*** DATA TO EXAMINE Section Begins ***

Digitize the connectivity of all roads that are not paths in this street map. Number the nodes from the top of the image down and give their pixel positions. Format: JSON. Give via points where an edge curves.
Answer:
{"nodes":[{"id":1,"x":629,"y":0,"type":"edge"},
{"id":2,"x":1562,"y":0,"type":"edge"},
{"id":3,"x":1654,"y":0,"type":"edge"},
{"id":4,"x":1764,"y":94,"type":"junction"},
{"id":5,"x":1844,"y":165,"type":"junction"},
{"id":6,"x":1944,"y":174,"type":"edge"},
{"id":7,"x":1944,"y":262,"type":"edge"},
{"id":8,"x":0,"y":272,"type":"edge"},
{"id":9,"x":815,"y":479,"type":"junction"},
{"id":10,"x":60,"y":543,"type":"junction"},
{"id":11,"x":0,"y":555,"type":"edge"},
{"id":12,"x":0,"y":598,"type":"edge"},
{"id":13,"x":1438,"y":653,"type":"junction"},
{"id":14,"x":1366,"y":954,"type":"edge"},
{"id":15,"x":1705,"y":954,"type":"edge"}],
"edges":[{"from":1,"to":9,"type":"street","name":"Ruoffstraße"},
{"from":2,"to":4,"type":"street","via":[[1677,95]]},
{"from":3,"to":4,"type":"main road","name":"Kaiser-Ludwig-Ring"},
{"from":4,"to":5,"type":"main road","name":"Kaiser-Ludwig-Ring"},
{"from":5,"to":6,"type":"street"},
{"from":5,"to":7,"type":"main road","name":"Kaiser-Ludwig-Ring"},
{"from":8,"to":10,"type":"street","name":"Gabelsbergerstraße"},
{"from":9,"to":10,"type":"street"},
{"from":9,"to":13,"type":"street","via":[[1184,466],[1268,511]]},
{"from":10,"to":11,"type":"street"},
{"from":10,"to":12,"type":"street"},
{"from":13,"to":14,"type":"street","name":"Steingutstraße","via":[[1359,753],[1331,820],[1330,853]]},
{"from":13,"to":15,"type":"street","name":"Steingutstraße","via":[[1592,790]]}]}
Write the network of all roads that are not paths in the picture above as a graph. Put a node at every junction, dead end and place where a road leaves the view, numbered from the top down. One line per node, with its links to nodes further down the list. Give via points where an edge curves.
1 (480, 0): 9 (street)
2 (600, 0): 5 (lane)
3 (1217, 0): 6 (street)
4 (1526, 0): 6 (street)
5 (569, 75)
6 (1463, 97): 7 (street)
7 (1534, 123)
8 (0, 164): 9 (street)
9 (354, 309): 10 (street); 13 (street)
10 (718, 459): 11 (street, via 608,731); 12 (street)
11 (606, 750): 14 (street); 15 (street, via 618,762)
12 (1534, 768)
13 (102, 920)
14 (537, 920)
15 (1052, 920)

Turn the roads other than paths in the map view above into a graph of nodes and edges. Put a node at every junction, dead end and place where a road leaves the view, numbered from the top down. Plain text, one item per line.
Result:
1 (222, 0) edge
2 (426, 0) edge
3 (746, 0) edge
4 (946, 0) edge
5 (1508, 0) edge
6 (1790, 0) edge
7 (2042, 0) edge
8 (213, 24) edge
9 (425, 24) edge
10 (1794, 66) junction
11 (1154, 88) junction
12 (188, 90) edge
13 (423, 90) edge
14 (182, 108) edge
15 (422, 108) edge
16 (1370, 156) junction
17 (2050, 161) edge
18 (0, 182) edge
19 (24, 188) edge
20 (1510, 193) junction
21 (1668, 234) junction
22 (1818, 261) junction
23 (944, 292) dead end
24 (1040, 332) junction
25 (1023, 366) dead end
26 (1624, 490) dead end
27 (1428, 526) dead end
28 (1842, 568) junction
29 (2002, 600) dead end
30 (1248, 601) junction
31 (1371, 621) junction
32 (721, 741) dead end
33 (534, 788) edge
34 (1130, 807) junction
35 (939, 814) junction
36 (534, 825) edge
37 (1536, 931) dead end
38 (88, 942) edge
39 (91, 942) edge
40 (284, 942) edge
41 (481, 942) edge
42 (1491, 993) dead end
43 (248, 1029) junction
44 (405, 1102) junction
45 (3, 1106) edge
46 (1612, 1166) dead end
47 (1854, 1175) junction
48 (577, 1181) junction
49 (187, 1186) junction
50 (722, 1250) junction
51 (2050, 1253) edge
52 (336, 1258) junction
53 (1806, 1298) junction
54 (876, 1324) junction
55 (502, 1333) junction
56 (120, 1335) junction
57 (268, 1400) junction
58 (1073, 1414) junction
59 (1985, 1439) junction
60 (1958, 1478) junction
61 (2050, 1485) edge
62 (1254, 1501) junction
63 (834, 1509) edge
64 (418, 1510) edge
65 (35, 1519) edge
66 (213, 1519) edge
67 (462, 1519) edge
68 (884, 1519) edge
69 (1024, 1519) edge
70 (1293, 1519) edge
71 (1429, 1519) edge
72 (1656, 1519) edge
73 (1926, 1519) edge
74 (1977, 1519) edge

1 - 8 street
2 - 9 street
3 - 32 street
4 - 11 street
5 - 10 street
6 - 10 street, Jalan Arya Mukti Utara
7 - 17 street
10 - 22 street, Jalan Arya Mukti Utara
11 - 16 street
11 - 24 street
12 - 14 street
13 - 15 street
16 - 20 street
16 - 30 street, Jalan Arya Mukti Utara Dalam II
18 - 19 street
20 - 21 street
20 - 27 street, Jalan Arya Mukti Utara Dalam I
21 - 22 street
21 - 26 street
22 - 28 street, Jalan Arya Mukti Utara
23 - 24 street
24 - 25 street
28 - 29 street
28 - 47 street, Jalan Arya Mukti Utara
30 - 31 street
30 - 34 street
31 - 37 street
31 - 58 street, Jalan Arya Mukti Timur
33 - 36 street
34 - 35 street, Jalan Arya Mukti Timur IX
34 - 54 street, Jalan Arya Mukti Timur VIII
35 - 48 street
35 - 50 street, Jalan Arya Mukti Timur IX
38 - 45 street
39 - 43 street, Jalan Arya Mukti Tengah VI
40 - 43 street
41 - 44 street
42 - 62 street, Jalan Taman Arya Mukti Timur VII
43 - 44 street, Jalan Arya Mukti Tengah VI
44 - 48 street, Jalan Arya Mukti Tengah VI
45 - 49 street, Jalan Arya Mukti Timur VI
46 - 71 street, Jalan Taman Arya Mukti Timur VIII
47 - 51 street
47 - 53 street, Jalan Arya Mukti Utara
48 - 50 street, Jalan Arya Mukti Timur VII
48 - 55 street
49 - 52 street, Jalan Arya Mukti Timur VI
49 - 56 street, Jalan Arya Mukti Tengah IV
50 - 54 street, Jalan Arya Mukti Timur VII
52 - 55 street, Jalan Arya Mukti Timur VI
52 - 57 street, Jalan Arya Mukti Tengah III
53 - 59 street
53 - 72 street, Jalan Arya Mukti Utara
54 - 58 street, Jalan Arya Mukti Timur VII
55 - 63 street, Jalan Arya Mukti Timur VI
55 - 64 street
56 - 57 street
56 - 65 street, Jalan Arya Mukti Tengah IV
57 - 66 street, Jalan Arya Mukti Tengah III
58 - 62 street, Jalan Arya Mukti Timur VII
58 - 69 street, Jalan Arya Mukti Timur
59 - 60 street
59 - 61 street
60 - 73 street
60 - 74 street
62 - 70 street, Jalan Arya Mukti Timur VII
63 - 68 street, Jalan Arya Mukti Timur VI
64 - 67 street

*** DATA TO EXAMINE Section Ends ***

What is the number of lines in the data that hold the string "Utara"? Answer with the number only.

8